The master also filed a report fixing the amount due on the real estate mortgage and to the various defendants on their respective encumbrances and conditional sales agreements. With respect to the subject-matter of the conditional sales agreements, there was a stipulation by the parties as to some of it which was removed. As to certain property claimed by Credit Utility Company, Incorporated, York Ice Machinery Corporation, Eastern New Jersey Power Company, Standard Weather Strip and Screen Company, Incorporated, Jacob Josef Kohn and Mundis, Incorporated, B. Altman Company and Otis Elevator Company, the master first reported that the property in controversy could be removed from the premises without material injury to the freehold and that it was not subject to the lien of the complainant's mortgage. This was immediately before the decision in FutureBuilding and Loan Association v. Mazzocchi, 107 N.J. Eq. 422. Upon the filing of the opinion in that *Page 570 cause, the master, by leave of court, withdrew his report, and later filed another report in which he found that the property of B. Altman Company, consisting of furniture, rugs and hangings, was not attached to the freehold so as to become a part thereof and was removable without material injury thereto. He also reported that the property claimed by Credit Utility Company, Incorporated, York Ice Machinery Corporation, Standard Weather Strip and Screen Company, Incorporated, Jacob Josef Kohn and Mundis, Incorporated, and Otis Elevator Company, were "a necessary part of the premises and that the same cannot be removed without material injury to the hotel building and the institution of which they form a part," and that they were subject to the lien of complainants' mortgage.

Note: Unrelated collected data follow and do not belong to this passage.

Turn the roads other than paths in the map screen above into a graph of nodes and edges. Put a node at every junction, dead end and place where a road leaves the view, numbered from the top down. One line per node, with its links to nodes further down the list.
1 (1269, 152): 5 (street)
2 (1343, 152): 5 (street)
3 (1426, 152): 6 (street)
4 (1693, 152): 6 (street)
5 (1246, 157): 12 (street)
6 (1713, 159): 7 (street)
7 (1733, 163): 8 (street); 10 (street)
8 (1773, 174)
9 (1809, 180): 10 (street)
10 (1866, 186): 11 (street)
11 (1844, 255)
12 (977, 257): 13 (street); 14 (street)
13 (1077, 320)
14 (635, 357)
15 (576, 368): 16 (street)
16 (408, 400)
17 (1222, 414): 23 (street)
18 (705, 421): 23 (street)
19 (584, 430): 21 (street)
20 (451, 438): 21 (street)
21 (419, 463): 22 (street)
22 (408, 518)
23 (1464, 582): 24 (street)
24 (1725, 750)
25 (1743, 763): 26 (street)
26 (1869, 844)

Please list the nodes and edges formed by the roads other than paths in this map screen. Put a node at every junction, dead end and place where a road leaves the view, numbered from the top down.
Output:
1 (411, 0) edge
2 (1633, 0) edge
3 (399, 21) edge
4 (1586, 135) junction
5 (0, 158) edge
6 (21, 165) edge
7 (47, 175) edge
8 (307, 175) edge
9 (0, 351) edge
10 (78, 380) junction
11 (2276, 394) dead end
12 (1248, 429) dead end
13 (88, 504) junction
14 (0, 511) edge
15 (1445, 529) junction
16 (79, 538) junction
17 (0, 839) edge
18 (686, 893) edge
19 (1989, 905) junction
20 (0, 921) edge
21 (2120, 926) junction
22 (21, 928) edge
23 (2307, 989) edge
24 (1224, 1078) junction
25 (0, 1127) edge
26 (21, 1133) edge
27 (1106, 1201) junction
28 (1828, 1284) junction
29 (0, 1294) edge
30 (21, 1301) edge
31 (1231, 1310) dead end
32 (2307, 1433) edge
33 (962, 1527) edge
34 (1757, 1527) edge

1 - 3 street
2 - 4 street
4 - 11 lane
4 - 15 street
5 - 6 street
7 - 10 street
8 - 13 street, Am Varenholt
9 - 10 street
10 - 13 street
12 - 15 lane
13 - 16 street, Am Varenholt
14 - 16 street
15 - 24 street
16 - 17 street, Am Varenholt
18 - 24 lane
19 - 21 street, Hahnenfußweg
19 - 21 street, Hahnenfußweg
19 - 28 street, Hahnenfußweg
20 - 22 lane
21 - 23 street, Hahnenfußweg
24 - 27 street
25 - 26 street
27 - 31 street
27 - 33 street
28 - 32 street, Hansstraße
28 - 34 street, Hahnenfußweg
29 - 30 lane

With respect to the claim of Eastern New Jersey Power Company the master reported that a portion of the property claimed could be removed without material injury to the premises and was not subject to the lien of complainants' mortgage; but that other portions of the property, namely, two electric transformers, were necessary to the operation of the defendant's building as a hotel and that "they could not be removed without material injury to the institution of which they are a part." No exceptions to the master's findings with respect to the property claimed by this defendant, other than the transformers, have been filed, and the report, save as excepted to, will be confirmed.

The complainant has excepted to the master's report as to property claimed by the defendant B. Altman Company. These furnishings clearly never lost their character of personal property. They are in no way attached to the freehold so as to become a part thereof and the chattel mortgage being invalid, the exception with respect to this finding will be overruled.

After the decision in Future Building and Loan Association v.Mazzocchi, supra, the master felt impelled to follow his interpretation of it and bases his present report, with respect to which exceptions have been filed, upon the rule of that case as he conceived it. In this he was correct, but *Page 571 I think he misinterpreted the court's opinion and that his present findings cannot be wholly sustained.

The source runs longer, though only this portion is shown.